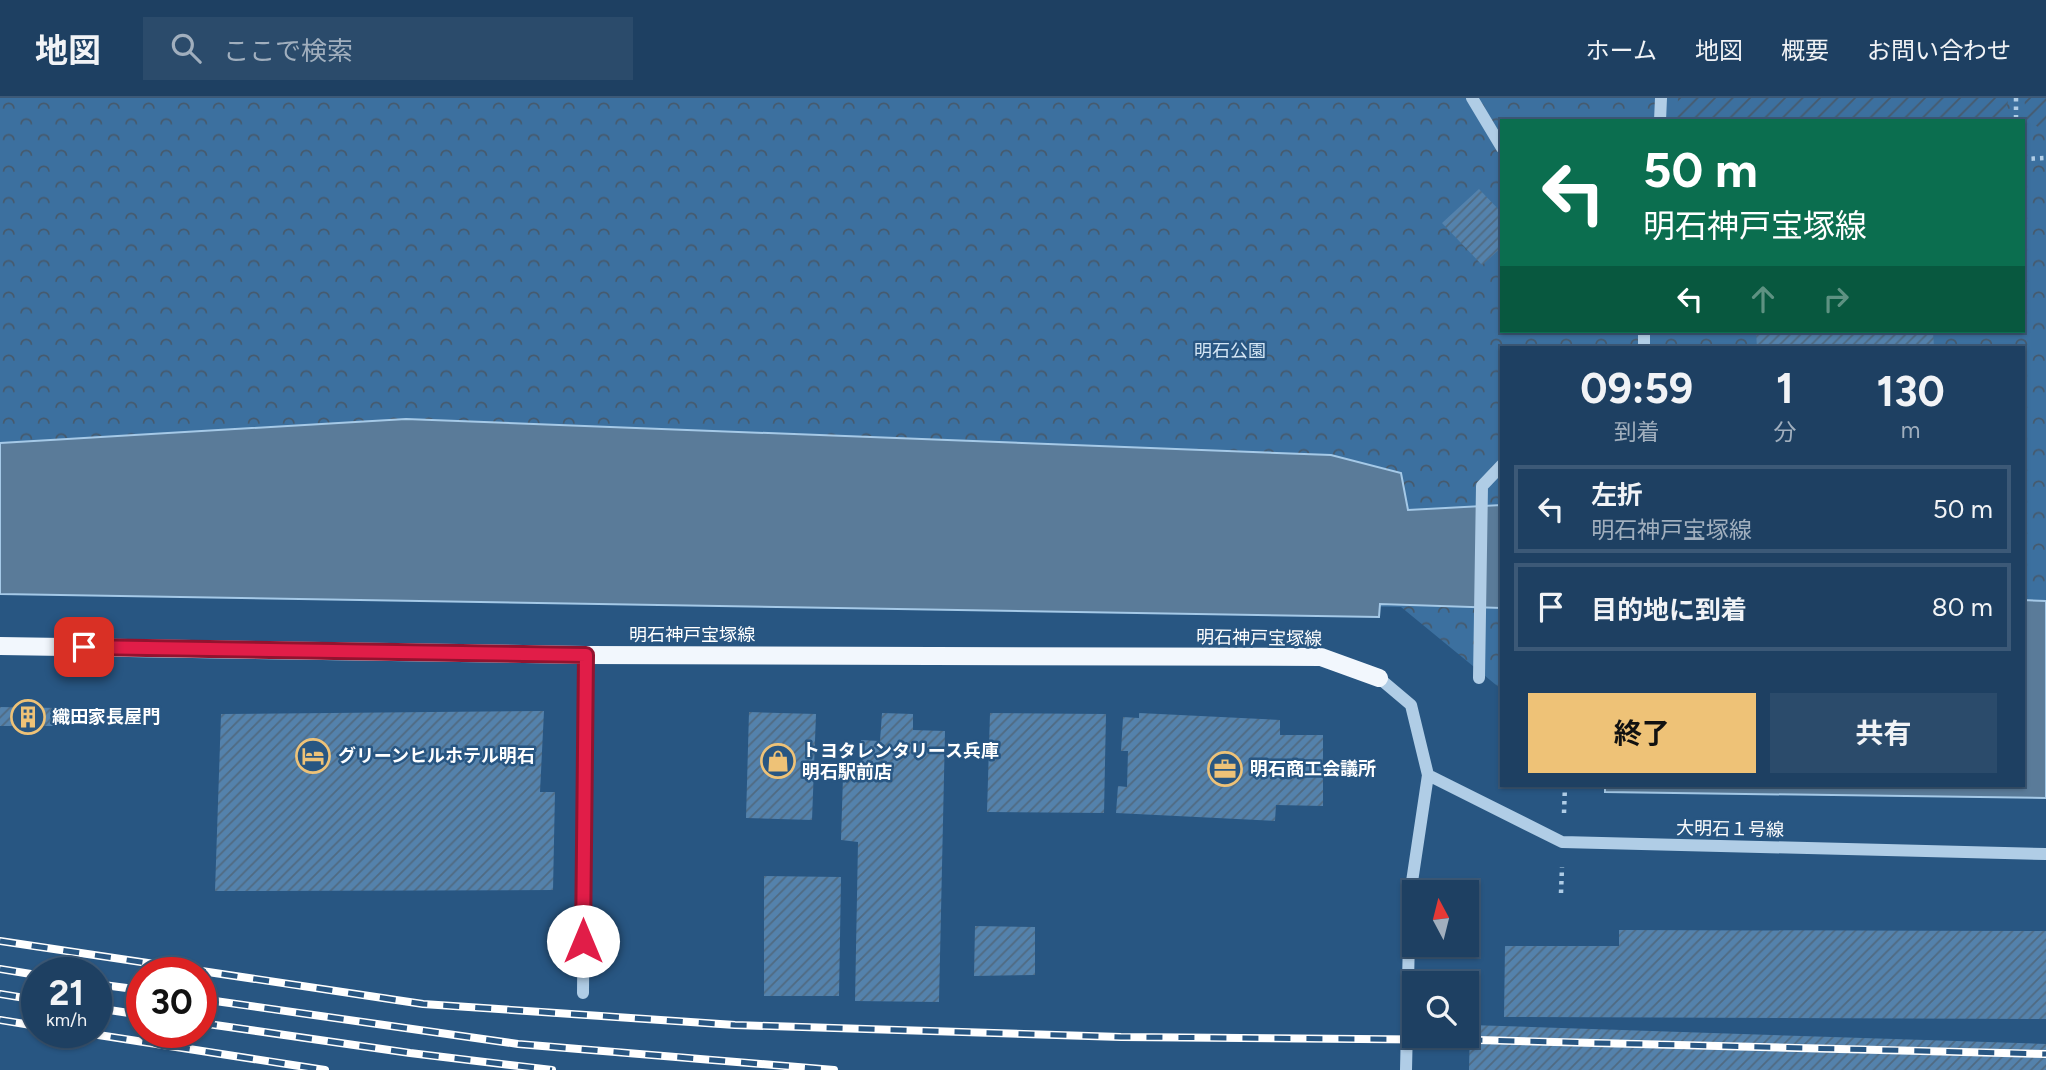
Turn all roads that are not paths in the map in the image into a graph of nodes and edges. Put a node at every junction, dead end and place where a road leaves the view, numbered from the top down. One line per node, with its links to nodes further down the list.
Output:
==
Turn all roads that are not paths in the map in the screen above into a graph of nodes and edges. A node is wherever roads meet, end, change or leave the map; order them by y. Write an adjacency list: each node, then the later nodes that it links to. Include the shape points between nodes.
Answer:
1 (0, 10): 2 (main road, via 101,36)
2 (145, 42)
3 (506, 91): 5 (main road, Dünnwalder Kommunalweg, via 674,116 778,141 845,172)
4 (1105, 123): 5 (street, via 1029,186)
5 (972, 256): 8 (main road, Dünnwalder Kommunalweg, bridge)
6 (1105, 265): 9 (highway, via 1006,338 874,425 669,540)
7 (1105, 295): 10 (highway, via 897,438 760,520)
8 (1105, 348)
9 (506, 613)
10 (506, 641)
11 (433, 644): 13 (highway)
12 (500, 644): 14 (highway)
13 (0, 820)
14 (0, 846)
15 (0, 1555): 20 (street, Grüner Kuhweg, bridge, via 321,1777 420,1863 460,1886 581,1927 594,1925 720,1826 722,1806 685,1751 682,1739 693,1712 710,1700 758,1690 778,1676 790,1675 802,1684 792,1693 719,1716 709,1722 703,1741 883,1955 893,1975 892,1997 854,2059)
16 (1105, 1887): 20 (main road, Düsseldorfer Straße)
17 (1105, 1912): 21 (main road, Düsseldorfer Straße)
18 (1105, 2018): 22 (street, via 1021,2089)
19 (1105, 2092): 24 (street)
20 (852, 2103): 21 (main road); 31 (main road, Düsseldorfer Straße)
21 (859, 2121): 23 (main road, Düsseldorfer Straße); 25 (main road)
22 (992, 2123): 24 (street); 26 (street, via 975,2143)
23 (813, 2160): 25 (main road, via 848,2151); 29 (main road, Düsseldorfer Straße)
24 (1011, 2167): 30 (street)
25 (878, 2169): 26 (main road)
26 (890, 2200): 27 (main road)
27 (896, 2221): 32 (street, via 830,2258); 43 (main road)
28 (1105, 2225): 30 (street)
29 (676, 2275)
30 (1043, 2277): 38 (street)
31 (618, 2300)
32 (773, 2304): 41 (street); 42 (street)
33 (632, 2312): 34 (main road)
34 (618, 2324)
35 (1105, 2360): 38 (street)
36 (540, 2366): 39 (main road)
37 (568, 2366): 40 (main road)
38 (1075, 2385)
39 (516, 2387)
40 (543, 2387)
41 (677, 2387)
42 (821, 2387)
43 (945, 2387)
* * *
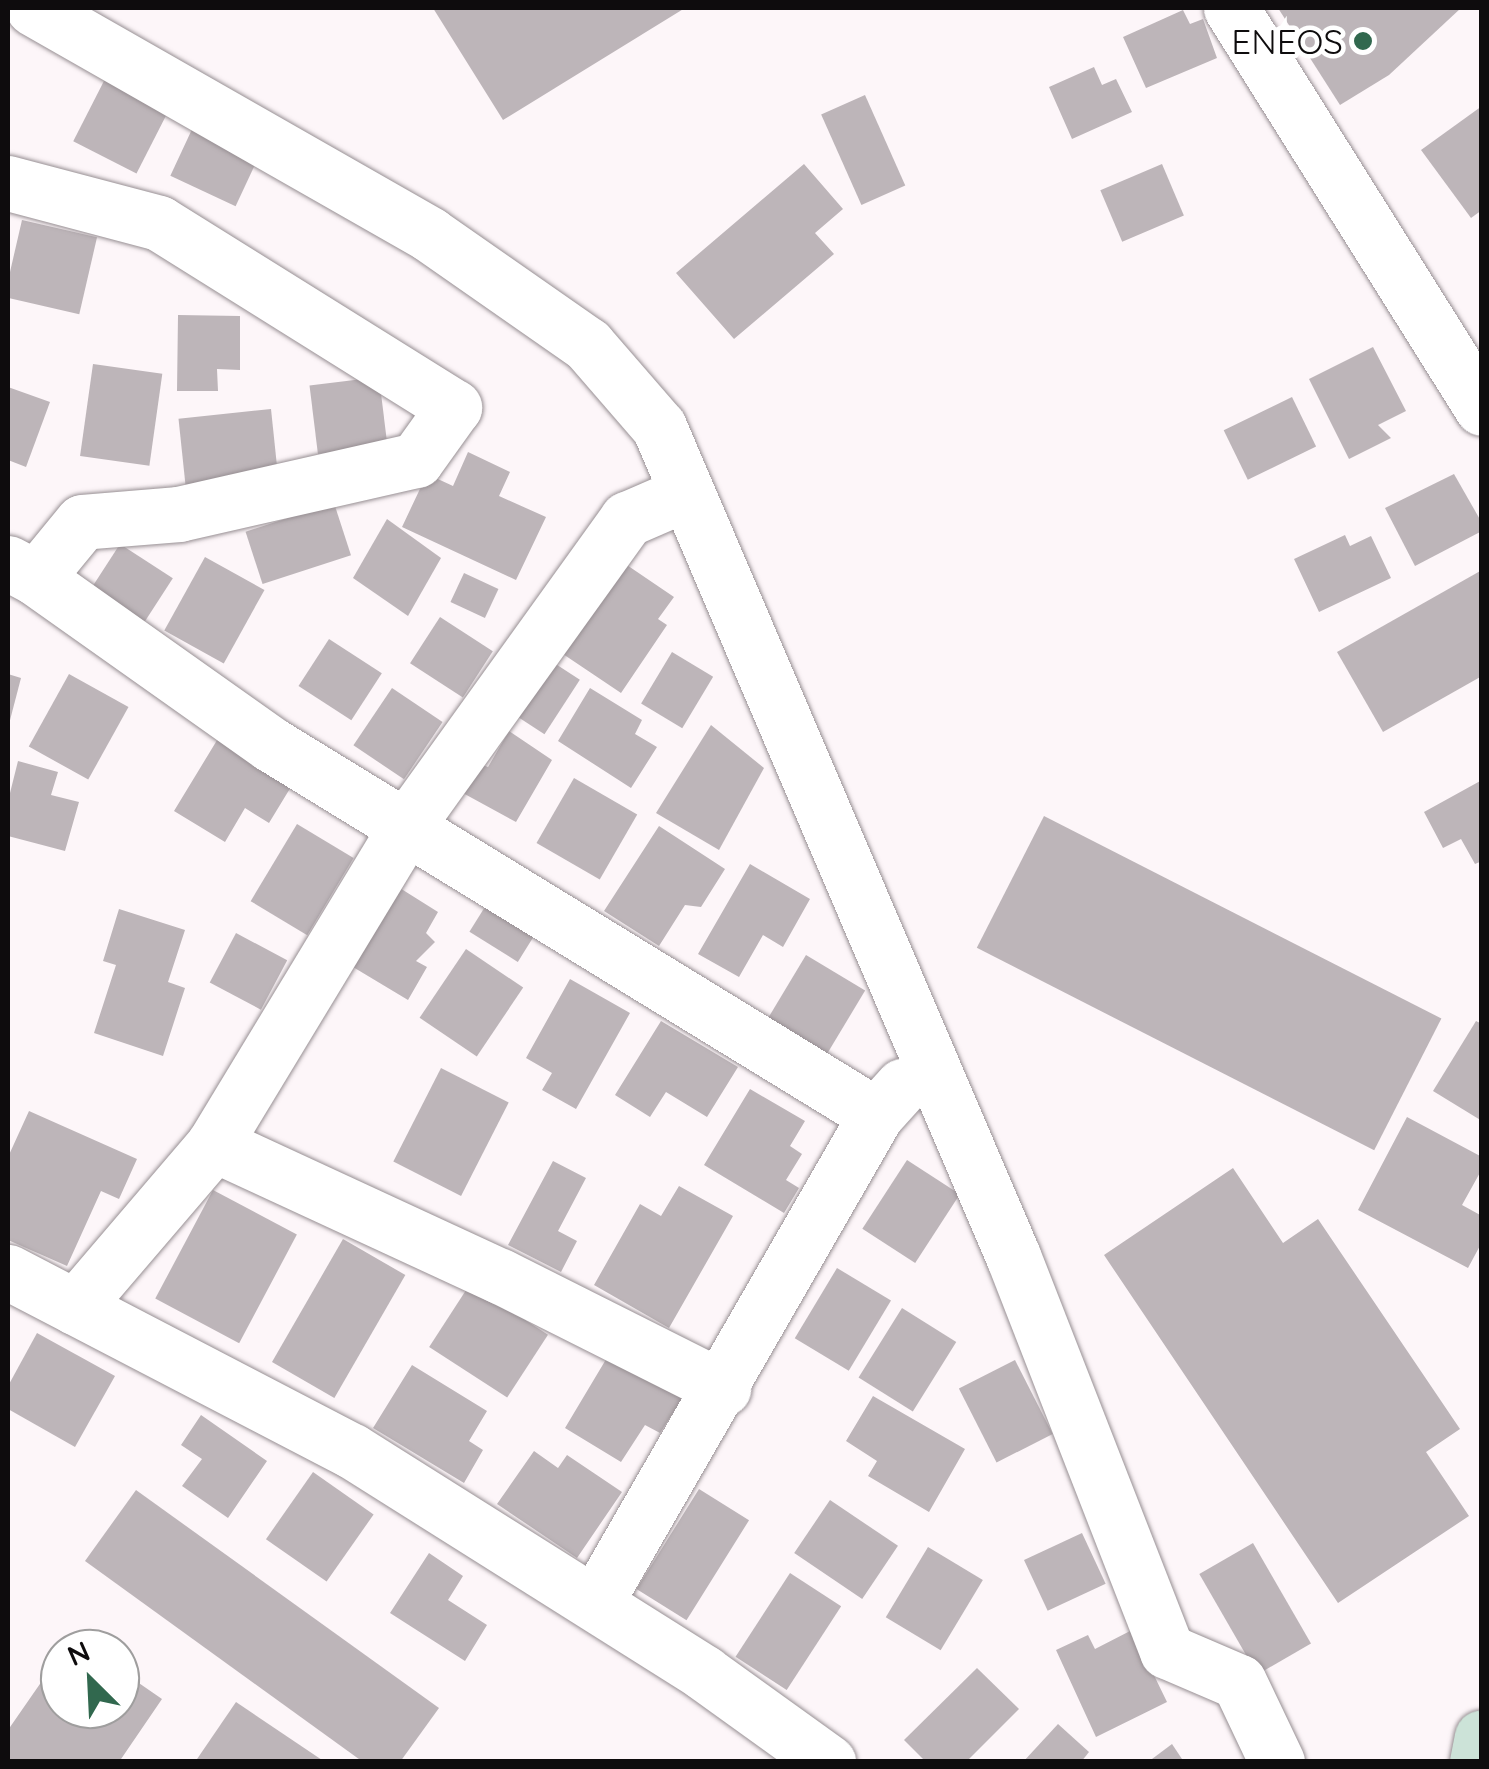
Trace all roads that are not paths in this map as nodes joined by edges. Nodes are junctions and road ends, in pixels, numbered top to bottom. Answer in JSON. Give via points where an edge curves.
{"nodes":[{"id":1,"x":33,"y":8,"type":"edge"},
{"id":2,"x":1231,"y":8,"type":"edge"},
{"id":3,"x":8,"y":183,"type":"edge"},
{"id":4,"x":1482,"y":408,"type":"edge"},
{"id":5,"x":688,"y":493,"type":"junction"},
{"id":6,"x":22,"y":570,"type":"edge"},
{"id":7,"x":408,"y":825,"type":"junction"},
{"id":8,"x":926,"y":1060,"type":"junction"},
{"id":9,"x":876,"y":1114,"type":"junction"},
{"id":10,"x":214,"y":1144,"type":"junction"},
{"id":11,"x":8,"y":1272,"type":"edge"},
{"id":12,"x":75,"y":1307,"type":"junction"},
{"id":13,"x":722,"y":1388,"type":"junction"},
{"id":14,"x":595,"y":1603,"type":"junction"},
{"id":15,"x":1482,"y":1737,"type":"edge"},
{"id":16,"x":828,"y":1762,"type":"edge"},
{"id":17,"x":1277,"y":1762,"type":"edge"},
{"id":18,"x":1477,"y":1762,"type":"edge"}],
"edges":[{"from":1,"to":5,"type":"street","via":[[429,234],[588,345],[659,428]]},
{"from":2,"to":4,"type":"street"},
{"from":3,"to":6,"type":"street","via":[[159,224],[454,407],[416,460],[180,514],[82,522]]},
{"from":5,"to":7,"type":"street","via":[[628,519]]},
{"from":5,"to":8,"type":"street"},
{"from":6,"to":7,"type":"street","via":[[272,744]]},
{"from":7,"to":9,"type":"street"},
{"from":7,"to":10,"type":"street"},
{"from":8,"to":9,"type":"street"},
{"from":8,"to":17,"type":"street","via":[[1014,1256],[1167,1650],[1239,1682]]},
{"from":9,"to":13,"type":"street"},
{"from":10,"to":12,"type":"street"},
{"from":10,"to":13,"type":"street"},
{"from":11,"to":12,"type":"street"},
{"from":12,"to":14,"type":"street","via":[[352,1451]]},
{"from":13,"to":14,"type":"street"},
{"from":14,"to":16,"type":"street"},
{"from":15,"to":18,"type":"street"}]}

## EXERCISE PROMPT:
Find the word "Turn" in the records. Copy every line it appears in.

## TASK OUTPUT:
Turn all roads that are not paths in the map in the image into a graph of nodes and edges. Put a node at every junction, dead end and place where a road leaves the view, numbered from the top down. One line per node, with its links to nodes further down the list.
Turn all roads that are not paths in the map in the screen above into a graph of nodes and edges. A node is wherever roads meet, end, change or leave the map; order them by y. Write an adjacency list: each node, then the later nodes that it links to. Include the shape points between nodes.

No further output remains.